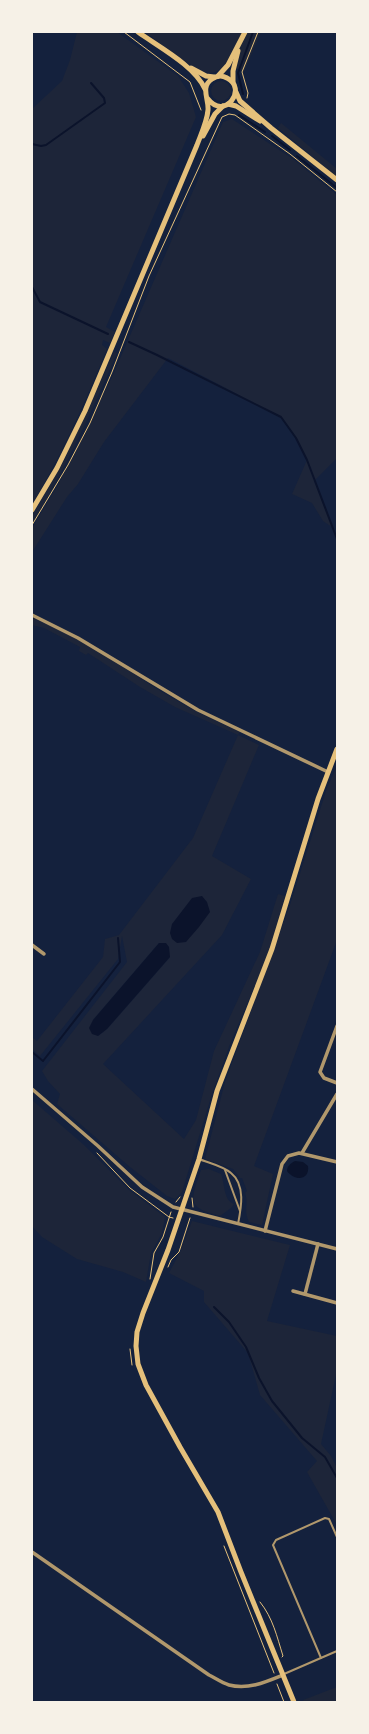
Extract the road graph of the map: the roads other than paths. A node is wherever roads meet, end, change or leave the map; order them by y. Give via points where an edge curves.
1 (138, 32) edge
2 (245, 32) edge
3 (242, 41) junction
4 (183, 64) junction
5 (216, 77) junction
6 (233, 82) junction
7 (205, 90) junction
8 (235, 92) junction
9 (208, 99) junction
10 (225, 105) junction
11 (272, 128) junction
12 (197, 145) junction
13 (337, 180) edge
14 (32, 510) edge
15 (32, 615) edge
16 (337, 749) edge
17 (328, 772) junction
18 (32, 945) edge
19 (44, 954) dead end
20 (337, 1026) edge
21 (337, 1083) edge
22 (32, 1089) edge
23 (337, 1094) edge
24 (302, 1153) junction
25 (199, 1160) junction
26 (337, 1162) edge
27 (225, 1170) junction
28 (181, 1210) junction
29 (240, 1212) junction
30 (238, 1224) junction
31 (265, 1231) junction
32 (318, 1244) junction
33 (337, 1249) edge
34 (293, 1291) dead end
35 (305, 1294) junction
36 (337, 1303) edge
37 (337, 1537) edge
38 (32, 1552) edge
39 (337, 1651) edge
40 (321, 1658) junction
41 (283, 1675) junction
42 (294, 1702) edge

1 - 4 main road
2 - 3 main road
3 - 5 main road via 226,68
3 - 6 main road via 234,67
4 - 5 main road via 203,75
4 - 7 main road via 199,79
5 - 6 main road via 225,77
5 - 7 main road via 209,82
6 - 8 main road
7 - 9 main road
8 - 10 main road via 233,99
8 - 11 main road via 244,104
9 - 10 main road via 214,105
9 - 12 main road via 208,112
10 - 11 main road via 240,109
10 - 12 main road via 215,114
11 - 13 main road
12 - 14 main road via 85,411 57,468
15 - 17 street via 78,638 198,710
16 - 17 main road
17 - 25 main road via 272,948 217,1091
18 - 19 street
20 - 21 street via 320,1072 324,1078
22 - 28 street via 142,1187
23 - 24 street
24 - 26 street
24 - 31 street via 288,1156 282,1164
25 - 27 lane
25 - 28 main road
27 - 29 lane
27 - 29 lane via 233,1174 240,1191
28 - 30 street
28 - 41 main road via 137,1332 138,1364 157,1406 218,1512
29 - 30 lane
30 - 31 street
31 - 32 street
32 - 33 street
32 - 35 street
34 - 35 street
35 - 36 street
37 - 40 lane via 329,1519 325,1518 276,1540 273,1545
38 - 41 street via 209,1675 238,1686 262,1684
39 - 40 lane
40 - 41 lane
41 - 42 main road

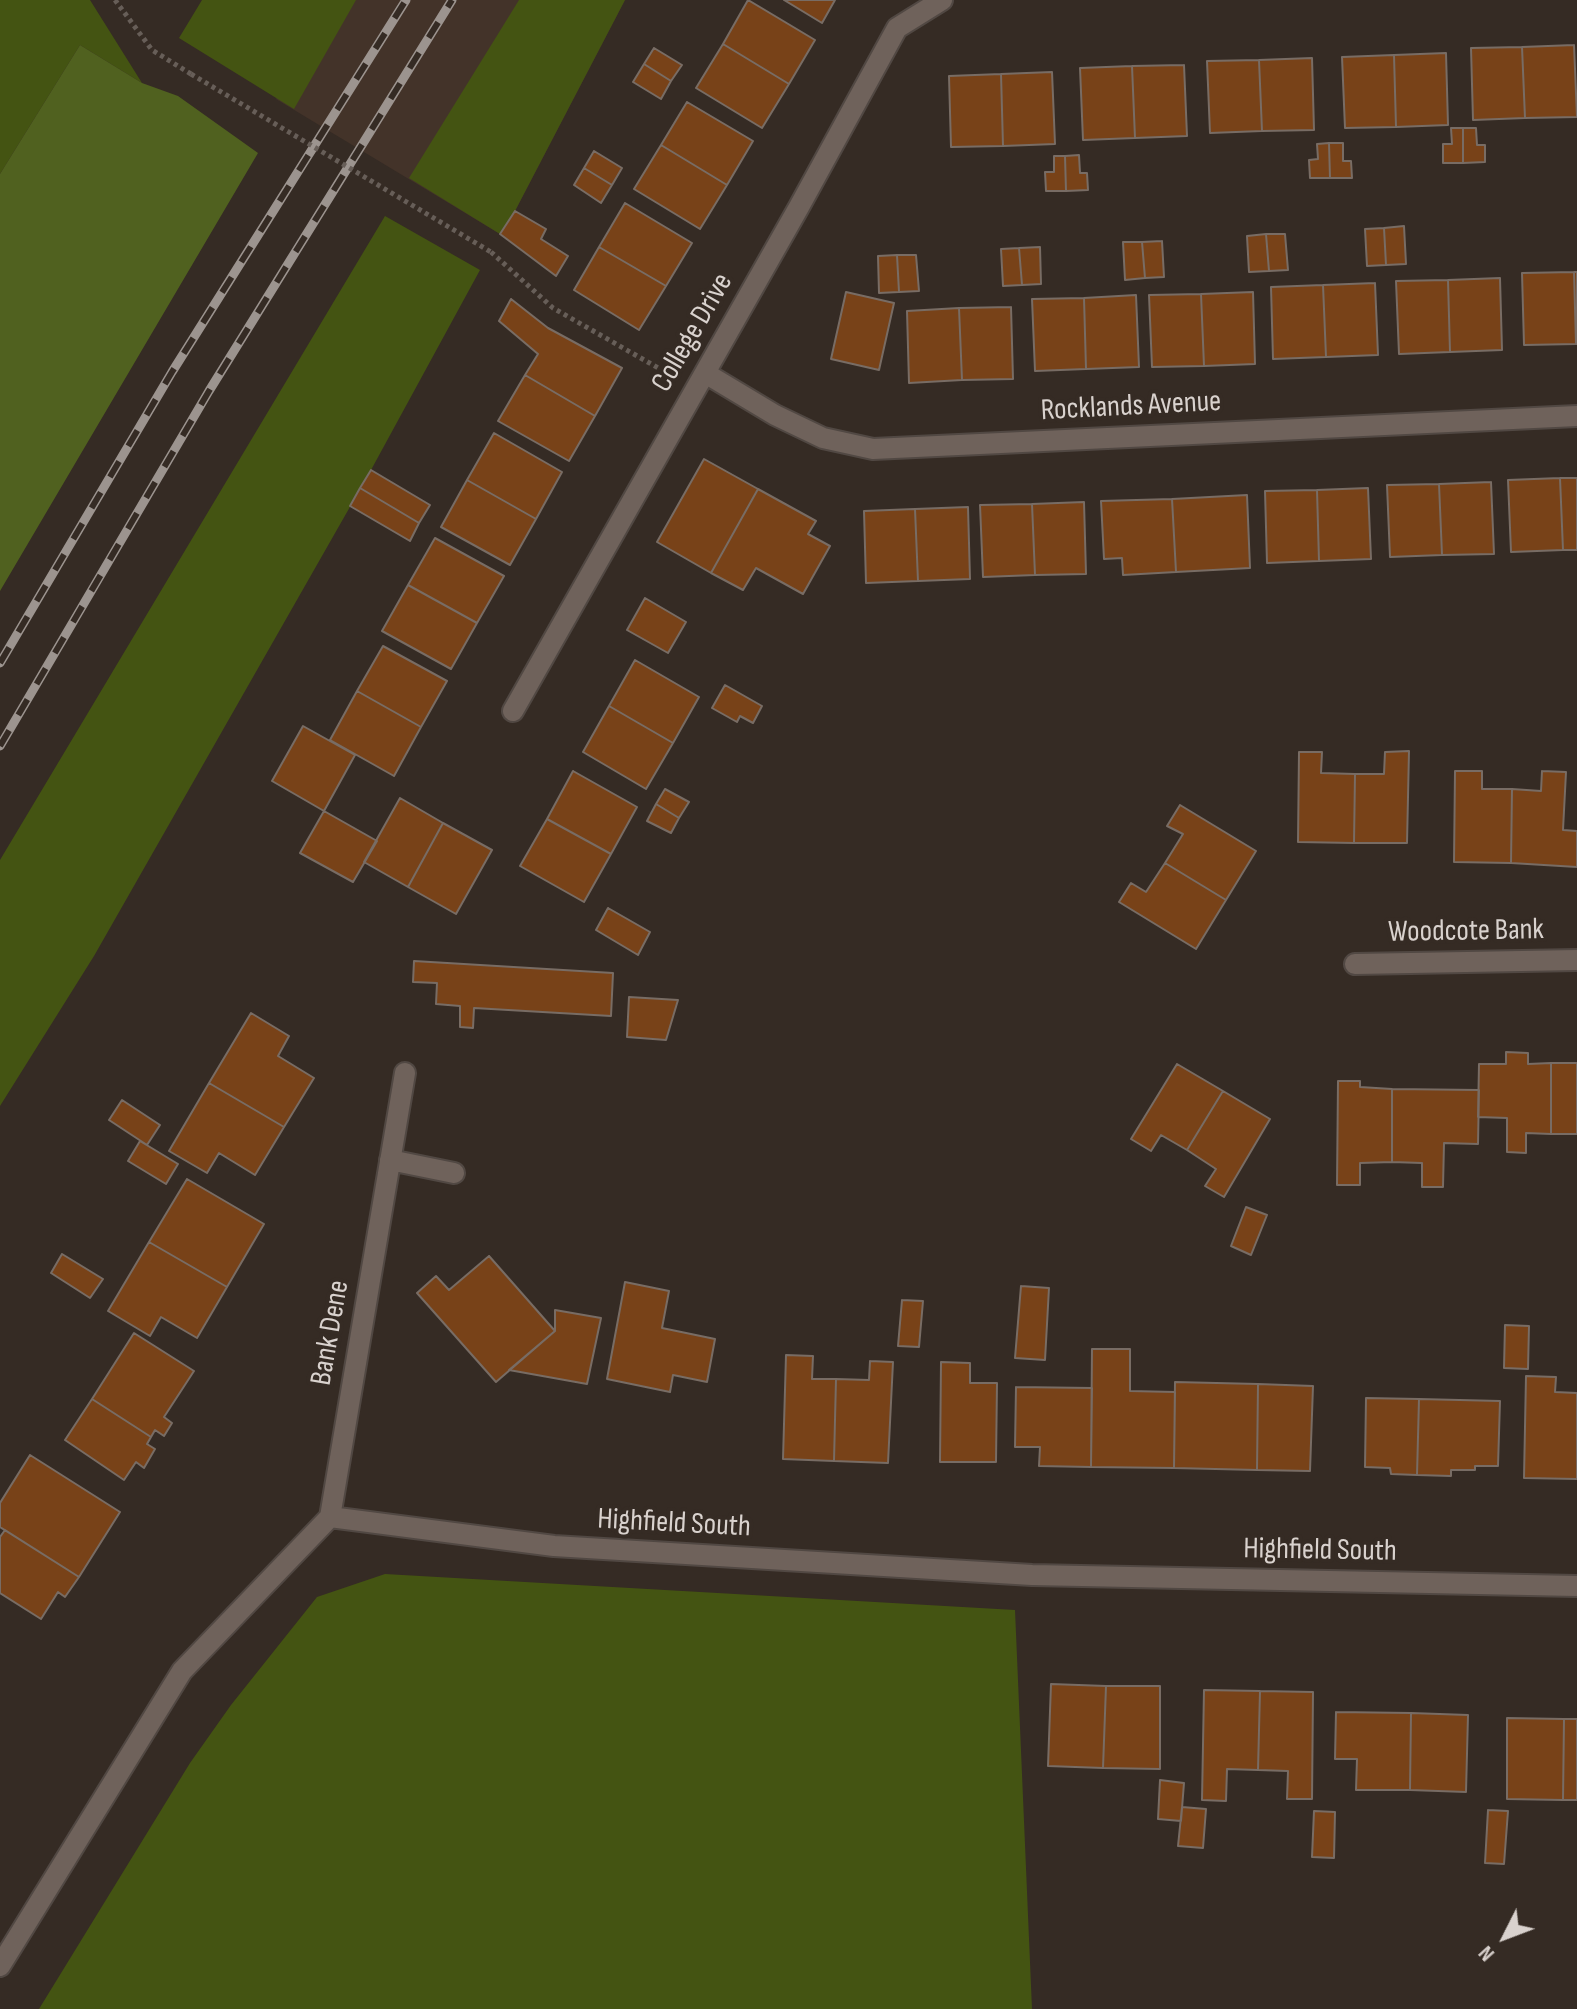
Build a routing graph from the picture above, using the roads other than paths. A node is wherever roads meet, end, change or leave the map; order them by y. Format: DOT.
graph roads {
  1 [pos="942,0"];
  2 [pos="700,381"];
  3 [pos="1577,416"];
  4 [pos="513,711"];
  5 [pos="1577,960"];
  6 [pos="1355,964"];
  7 [pos="405,1073"];
  8 [pos="390,1160"];
  9 [pos="454,1173"];
  10 [pos="330,1517"];
  11 [pos="1577,1586"];
  12 [pos="0,1966"];
  1 -- 2 [label="street, College Drive"];
  2 -- 3 [label="street, Rocklands Avenue"];
  2 -- 4 [label="street, College Drive"];
  5 -- 6 [label="street, Woodcote Bank"];
  7 -- 8 [label="street, Bank Dene"];
  8 -- 9 [label="street"];
  8 -- 10 [label="street, Bank Dene"];
  10 -- 11 [label="street, Highfield South"];
  10 -- 12 [label="street"];
}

────

» **Activity**
Look through the entries and return every line where "wherever" appears.

» **Response to the exercise**
Extract the road graph of the map: the roads other than paths. A node is wherever roads meet, end, change or leave the map; order them by y. Give via points where an edge curves.
Build a routing graph from the picture above, using the roads other than paths. A node is wherever roads meet, end, change or leave the map; order them by y. Format: DOT.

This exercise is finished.